## Your task
If a line in the entries below contains the word "leaves", it counts; report how many such lines there are, and only that number.

Entries taken from a collection
______________________________

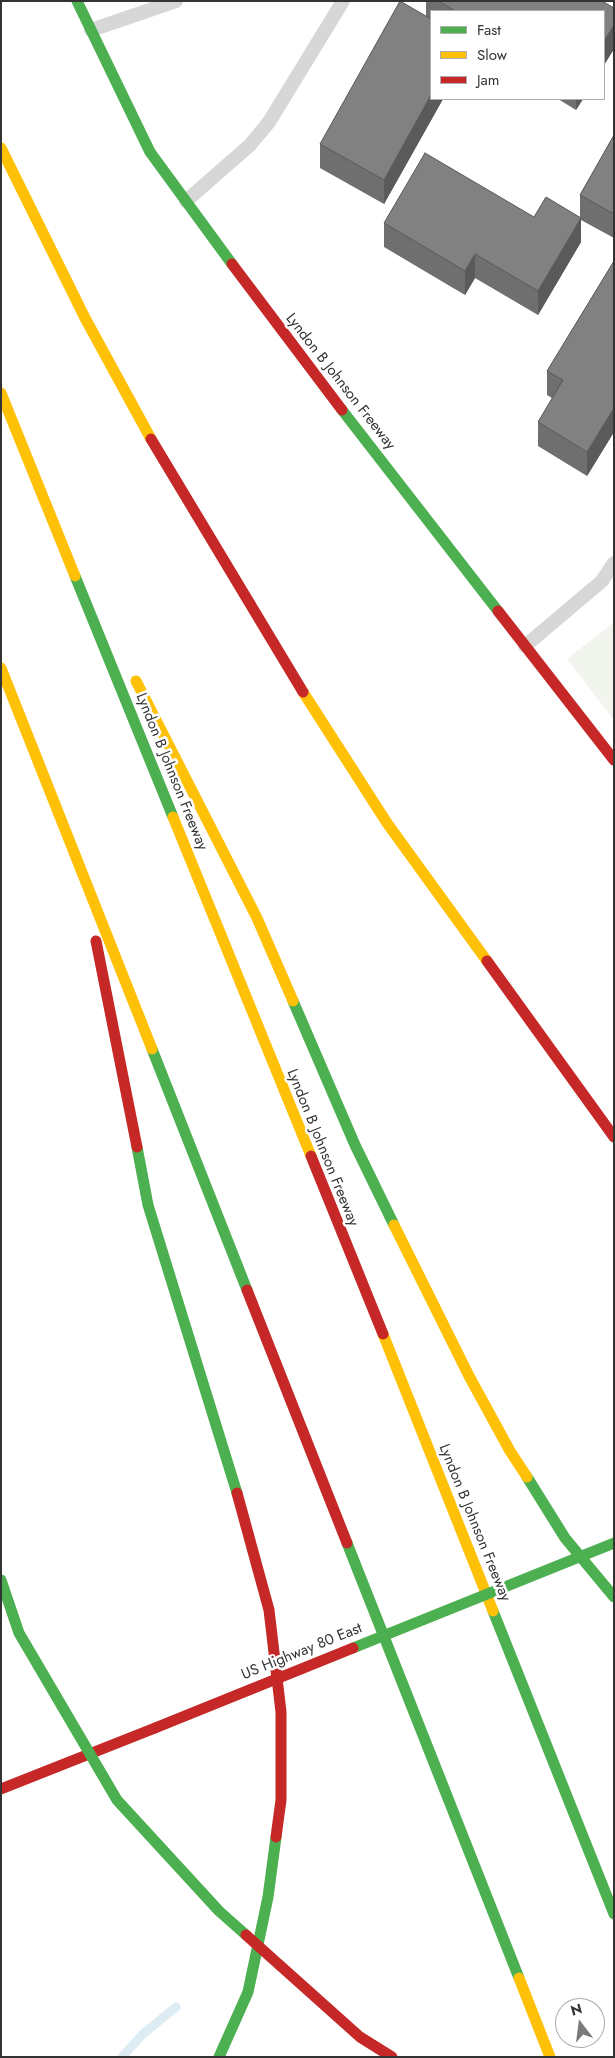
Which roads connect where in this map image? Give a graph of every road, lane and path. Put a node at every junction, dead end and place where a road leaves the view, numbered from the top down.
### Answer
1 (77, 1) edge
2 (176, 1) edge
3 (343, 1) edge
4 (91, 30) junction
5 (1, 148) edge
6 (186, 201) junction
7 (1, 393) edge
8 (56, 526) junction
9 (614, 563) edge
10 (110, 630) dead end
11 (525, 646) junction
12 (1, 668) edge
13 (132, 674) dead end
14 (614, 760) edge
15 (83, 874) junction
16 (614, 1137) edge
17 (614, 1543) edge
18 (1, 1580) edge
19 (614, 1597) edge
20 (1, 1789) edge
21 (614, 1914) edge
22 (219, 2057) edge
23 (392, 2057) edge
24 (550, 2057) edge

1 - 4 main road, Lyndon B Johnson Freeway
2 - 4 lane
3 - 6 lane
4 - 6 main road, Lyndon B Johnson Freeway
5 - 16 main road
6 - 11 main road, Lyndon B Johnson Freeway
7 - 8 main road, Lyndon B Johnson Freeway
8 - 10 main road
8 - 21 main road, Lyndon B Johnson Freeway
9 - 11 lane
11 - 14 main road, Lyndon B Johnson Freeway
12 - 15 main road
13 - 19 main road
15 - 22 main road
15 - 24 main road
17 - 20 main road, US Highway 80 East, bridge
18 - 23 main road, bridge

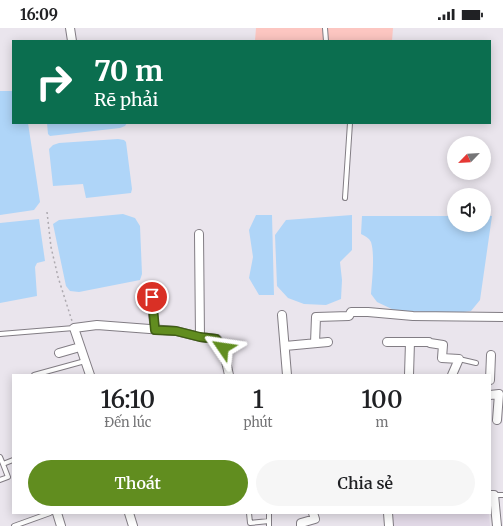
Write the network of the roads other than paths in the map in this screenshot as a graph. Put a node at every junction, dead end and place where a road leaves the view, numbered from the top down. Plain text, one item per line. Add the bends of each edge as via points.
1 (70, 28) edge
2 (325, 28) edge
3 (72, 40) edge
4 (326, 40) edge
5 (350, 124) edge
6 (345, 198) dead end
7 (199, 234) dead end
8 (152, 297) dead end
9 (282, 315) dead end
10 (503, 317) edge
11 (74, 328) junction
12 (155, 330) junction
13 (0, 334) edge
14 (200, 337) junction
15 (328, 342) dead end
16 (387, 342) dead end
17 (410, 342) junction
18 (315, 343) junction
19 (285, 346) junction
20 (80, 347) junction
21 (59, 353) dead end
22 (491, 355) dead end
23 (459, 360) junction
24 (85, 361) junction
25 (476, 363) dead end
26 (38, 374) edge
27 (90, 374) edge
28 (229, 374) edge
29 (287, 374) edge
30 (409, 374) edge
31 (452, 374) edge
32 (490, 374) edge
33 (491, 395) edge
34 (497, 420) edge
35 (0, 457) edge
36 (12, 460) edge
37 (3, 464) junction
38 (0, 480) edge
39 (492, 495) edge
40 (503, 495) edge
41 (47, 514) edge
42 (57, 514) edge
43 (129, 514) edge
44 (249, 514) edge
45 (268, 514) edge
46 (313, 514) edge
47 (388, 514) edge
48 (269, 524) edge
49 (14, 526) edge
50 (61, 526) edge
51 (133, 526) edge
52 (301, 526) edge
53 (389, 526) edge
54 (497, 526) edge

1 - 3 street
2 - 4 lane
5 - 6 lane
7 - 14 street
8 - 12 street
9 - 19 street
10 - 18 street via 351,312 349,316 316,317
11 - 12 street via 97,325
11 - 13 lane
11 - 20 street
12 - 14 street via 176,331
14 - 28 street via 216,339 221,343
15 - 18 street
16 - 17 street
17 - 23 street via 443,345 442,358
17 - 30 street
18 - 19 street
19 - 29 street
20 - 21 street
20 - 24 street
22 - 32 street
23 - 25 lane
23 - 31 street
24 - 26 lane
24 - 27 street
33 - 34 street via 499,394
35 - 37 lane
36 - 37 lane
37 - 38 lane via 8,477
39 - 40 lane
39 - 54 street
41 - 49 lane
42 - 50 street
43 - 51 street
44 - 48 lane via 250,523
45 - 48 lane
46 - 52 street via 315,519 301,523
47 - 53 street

______________________________

## Answer section
2